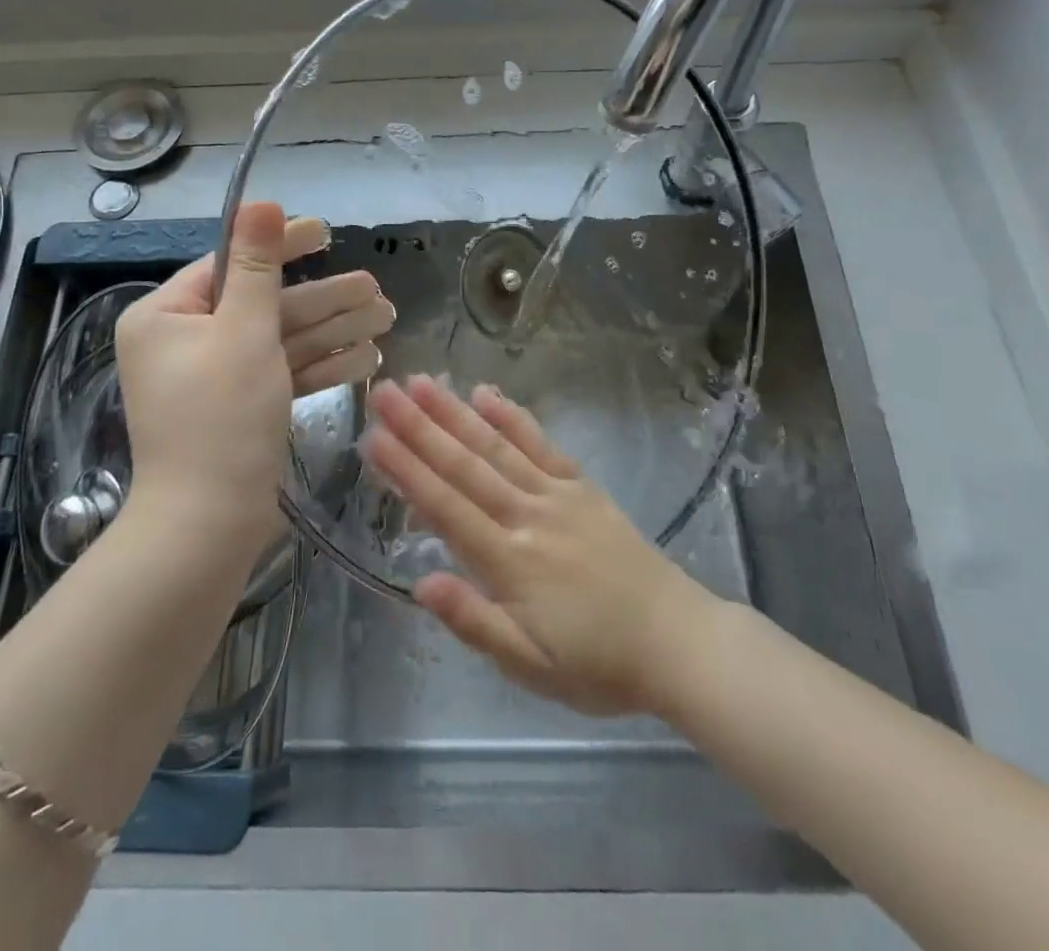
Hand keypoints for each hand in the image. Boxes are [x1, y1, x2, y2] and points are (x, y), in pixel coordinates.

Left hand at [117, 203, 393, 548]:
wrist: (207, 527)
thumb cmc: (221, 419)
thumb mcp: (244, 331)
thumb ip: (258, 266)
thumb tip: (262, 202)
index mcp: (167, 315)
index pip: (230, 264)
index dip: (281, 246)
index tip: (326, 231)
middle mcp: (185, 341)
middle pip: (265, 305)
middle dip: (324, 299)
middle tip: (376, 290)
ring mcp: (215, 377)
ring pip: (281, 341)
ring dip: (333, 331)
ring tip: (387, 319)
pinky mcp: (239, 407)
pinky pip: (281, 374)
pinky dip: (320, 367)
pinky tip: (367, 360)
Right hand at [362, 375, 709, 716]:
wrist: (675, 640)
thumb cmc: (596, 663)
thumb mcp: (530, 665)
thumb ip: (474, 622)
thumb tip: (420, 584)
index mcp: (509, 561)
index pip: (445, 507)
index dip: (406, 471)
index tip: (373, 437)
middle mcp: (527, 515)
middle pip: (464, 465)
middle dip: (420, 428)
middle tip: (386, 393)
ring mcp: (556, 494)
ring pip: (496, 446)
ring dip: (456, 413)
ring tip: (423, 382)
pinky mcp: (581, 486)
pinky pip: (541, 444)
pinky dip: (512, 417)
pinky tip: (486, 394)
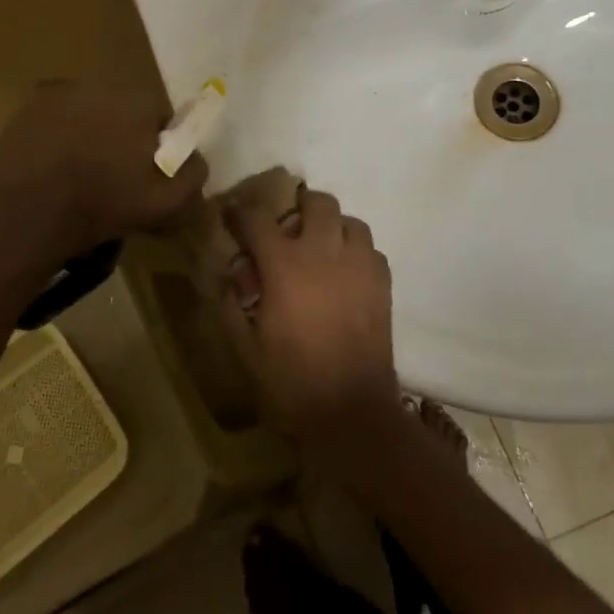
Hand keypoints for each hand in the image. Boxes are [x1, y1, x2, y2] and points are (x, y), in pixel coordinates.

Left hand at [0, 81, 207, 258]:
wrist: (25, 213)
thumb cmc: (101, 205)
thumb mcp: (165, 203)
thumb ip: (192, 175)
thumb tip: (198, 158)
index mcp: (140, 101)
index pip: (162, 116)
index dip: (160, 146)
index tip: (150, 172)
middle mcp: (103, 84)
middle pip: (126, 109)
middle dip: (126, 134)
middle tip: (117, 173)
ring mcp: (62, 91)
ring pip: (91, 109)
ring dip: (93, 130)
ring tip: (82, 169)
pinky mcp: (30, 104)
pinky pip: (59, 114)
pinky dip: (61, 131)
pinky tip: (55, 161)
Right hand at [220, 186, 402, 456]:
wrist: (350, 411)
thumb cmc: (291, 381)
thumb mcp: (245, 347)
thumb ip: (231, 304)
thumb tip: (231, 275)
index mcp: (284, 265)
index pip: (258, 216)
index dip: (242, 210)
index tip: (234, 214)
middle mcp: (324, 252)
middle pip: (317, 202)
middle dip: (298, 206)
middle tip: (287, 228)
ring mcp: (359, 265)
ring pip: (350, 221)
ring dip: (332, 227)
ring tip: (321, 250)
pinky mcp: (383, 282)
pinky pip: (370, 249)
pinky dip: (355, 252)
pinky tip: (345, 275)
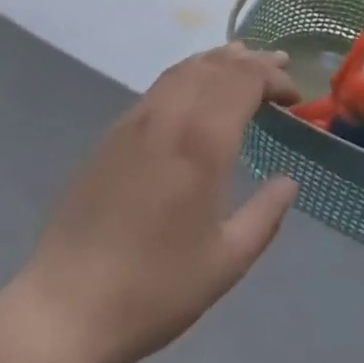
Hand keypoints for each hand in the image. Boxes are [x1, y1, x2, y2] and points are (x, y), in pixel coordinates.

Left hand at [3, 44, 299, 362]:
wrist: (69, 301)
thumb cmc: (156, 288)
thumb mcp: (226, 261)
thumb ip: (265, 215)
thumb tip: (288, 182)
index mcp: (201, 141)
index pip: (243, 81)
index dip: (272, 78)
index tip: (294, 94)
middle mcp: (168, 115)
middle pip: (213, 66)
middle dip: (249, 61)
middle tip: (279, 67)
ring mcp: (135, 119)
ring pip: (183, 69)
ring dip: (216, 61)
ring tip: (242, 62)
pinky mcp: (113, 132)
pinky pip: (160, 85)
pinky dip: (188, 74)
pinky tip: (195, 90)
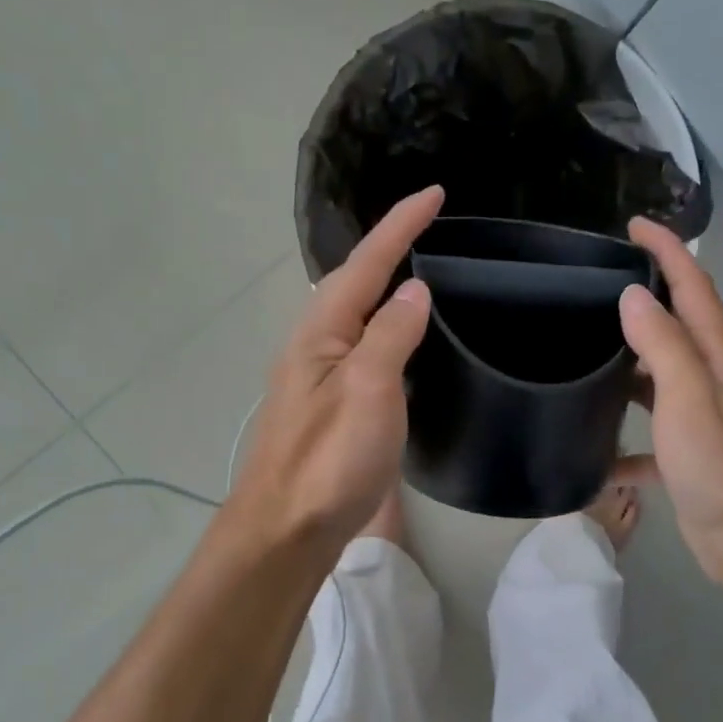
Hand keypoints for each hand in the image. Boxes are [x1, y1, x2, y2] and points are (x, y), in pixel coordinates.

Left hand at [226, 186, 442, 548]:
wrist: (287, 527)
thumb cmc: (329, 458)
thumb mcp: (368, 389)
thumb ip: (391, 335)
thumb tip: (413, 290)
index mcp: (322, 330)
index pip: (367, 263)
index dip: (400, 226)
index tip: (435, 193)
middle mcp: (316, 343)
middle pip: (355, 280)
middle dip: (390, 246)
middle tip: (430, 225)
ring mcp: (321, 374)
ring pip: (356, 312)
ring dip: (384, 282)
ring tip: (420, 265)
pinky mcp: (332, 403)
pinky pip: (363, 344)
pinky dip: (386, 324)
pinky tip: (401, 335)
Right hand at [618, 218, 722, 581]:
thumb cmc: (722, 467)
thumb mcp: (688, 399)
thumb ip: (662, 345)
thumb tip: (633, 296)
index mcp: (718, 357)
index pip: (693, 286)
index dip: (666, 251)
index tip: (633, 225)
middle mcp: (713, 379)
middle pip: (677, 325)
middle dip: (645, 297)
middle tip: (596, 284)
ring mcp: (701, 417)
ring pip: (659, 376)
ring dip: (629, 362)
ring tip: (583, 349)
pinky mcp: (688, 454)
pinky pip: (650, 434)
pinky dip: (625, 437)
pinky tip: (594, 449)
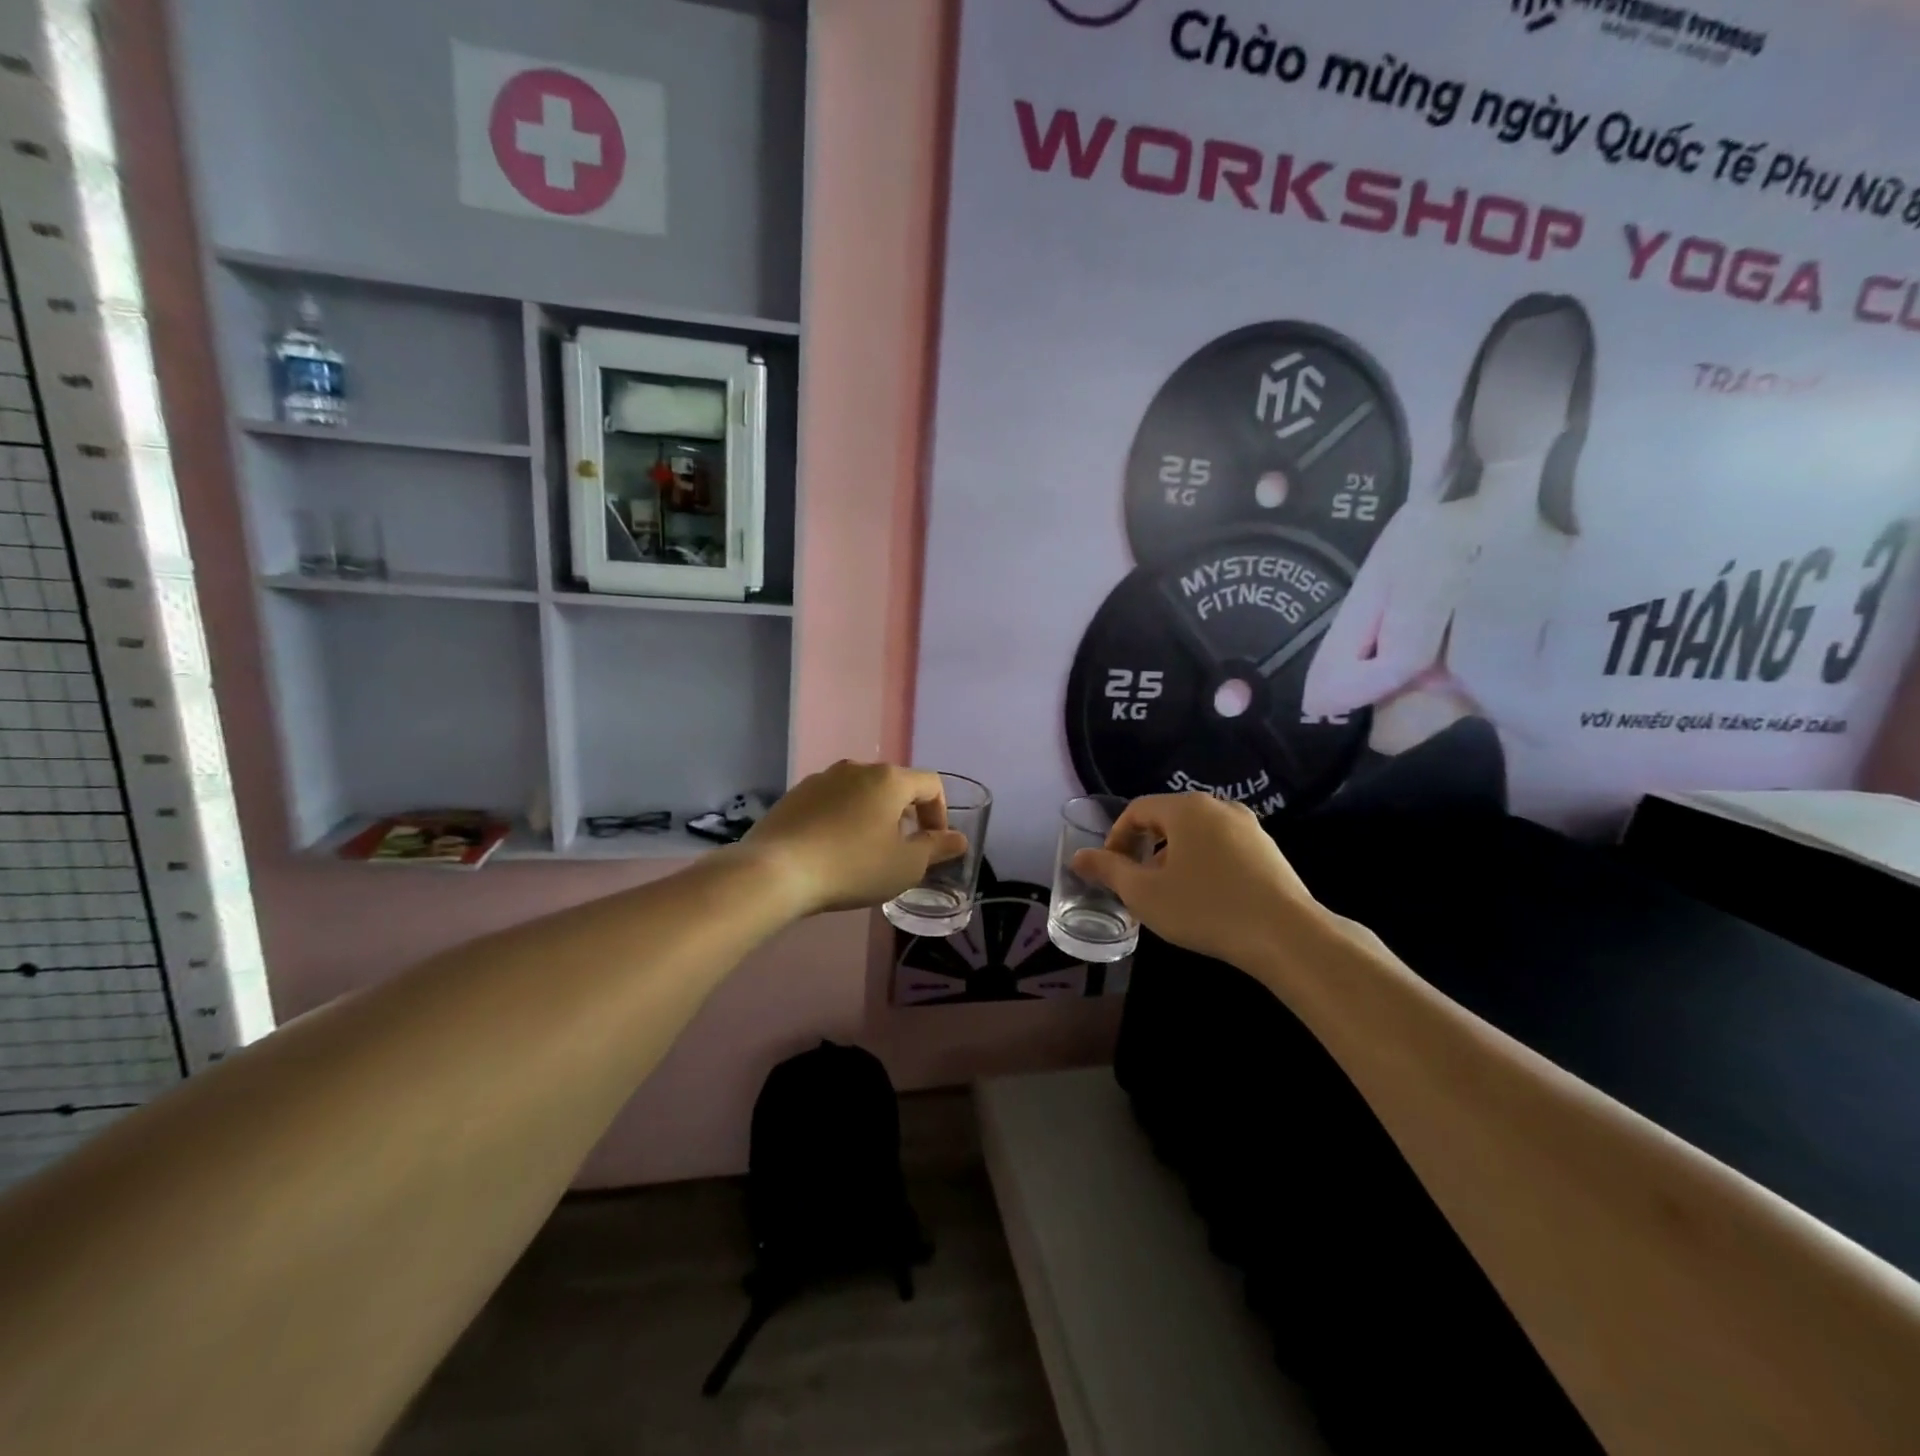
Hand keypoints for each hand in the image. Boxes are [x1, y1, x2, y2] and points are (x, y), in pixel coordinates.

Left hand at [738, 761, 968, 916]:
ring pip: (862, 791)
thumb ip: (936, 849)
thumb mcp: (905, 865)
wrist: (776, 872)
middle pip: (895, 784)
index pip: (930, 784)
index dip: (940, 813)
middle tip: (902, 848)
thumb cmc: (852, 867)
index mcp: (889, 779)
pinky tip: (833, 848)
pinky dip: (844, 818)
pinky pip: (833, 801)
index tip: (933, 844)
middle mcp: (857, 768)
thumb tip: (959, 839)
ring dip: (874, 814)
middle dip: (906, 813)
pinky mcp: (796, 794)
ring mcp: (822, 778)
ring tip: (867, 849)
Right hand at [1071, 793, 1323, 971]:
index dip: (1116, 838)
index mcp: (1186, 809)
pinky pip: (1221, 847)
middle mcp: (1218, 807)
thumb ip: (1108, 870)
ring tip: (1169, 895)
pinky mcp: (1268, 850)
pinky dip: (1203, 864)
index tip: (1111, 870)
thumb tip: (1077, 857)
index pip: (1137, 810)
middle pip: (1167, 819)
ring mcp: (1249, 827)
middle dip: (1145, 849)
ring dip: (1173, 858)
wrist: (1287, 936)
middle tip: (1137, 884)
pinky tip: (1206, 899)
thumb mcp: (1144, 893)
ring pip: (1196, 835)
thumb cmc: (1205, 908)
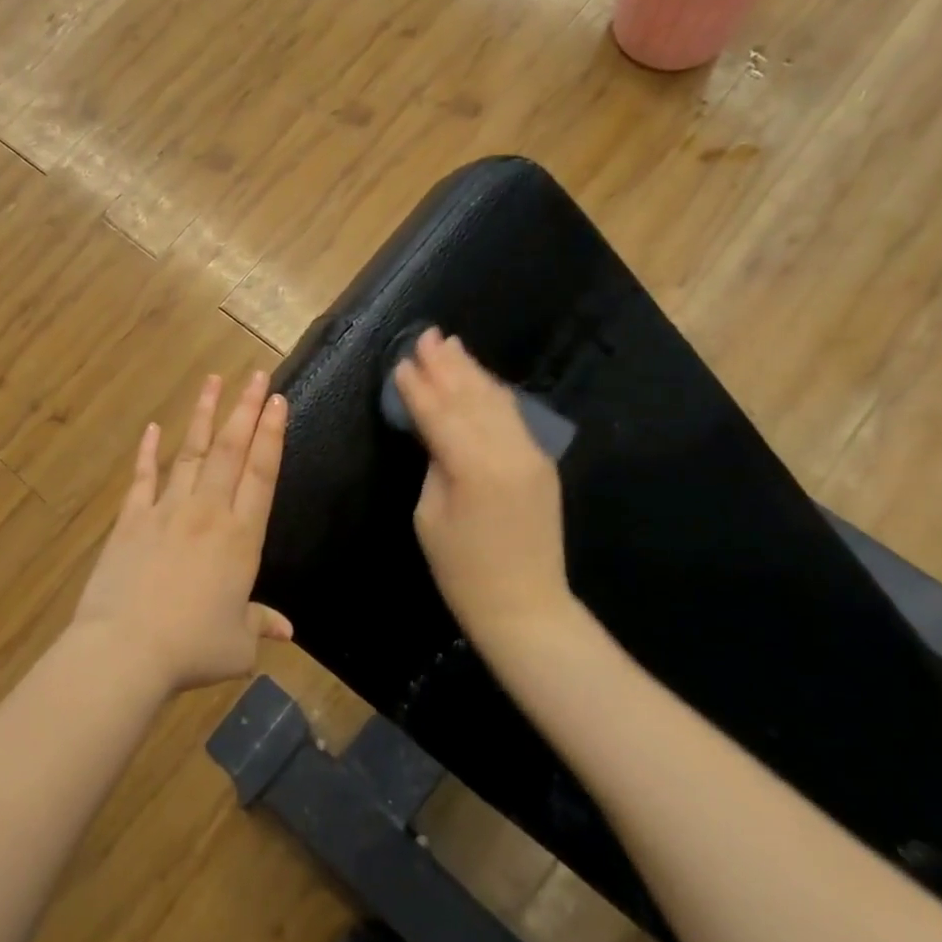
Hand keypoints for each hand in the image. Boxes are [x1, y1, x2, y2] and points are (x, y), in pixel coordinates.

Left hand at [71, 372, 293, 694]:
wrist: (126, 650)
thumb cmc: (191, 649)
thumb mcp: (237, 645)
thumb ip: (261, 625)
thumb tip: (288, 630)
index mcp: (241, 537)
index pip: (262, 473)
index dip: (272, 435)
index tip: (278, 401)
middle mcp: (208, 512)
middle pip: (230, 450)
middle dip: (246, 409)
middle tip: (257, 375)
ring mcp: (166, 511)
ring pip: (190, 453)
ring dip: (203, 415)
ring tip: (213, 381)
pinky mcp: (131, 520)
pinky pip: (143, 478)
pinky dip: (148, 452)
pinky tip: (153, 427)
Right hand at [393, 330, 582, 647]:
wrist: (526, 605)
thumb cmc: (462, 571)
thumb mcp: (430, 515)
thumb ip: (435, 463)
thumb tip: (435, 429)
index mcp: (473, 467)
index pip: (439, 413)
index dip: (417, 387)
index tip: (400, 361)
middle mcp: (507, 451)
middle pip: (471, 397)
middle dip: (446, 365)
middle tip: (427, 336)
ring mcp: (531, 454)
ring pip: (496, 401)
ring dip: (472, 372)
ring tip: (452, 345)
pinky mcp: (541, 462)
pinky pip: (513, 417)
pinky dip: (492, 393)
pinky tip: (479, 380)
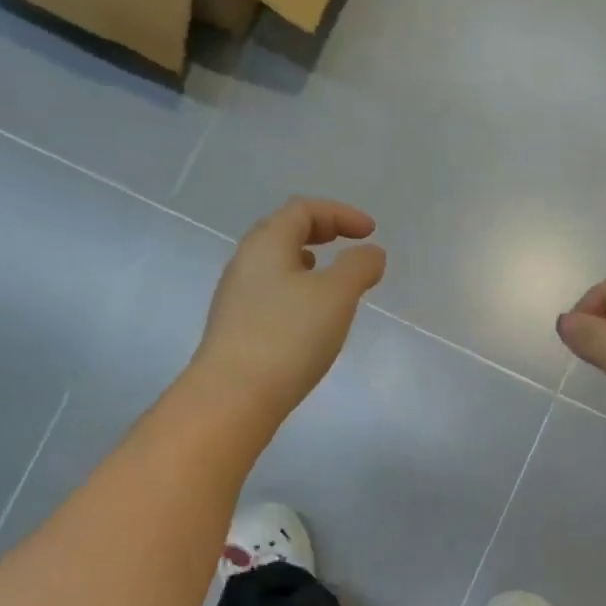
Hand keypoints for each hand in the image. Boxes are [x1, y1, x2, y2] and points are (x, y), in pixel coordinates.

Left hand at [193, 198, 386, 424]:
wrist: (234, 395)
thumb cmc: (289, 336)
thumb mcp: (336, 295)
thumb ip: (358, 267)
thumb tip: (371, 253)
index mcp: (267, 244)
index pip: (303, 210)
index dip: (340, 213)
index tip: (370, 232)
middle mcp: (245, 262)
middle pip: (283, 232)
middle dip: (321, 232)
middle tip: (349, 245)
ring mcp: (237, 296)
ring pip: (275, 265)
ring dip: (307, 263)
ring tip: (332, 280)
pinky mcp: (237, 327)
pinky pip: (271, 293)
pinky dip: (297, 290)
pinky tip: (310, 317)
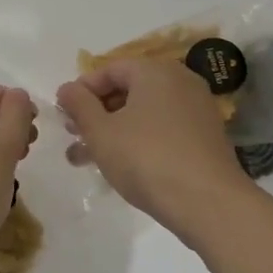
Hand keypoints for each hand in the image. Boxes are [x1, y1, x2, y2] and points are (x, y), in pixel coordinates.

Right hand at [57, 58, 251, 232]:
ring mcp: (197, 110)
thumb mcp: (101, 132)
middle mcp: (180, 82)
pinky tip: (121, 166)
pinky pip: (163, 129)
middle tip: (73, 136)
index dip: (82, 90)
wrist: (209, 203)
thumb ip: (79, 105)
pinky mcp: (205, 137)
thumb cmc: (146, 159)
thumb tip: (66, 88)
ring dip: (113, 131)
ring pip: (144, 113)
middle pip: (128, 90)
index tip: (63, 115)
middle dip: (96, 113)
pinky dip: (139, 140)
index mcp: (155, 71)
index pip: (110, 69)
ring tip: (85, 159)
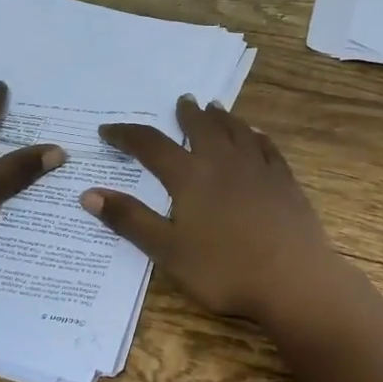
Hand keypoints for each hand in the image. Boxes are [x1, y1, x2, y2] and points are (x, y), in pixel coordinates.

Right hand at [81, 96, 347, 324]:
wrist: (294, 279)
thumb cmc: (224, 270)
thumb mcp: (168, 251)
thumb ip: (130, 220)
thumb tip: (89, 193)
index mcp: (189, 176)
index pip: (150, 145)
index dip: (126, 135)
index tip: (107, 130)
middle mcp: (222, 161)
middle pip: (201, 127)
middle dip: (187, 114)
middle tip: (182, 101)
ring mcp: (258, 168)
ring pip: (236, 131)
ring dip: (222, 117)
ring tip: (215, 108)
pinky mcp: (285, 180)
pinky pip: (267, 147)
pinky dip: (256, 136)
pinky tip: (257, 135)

INSTRUCTIONS FOR THE TASK |
The pictures stay out; repeat exactly the lines from the one with "ring tip: (85, 159)" to the end of the entries above, and nothing else.

WRITTEN SOLUTION |
ring tip: (85, 159)
Hand keypoints for each hand in the image. Boxes are [x1, y1, x2, y2] and points are (x, y), in pixel coordinates.

Right hand at [81, 96, 347, 324]:
wrist: (294, 279)
thumb cmc: (224, 270)
thumb mcp: (168, 251)
thumb ip: (130, 220)
thumb tip: (89, 193)
index mcp: (189, 176)
index pip: (150, 145)
index dip: (126, 135)
index tip: (107, 130)
middle mcp: (222, 161)
middle pip: (201, 127)
middle dip: (187, 114)
middle tip: (182, 101)
ring mcp: (258, 168)
ring pip: (236, 131)
ring dip: (222, 117)
ring tip: (215, 108)
pinky mcp: (285, 180)
pinky pip: (267, 147)
pinky dip: (256, 136)
pinky tip: (257, 135)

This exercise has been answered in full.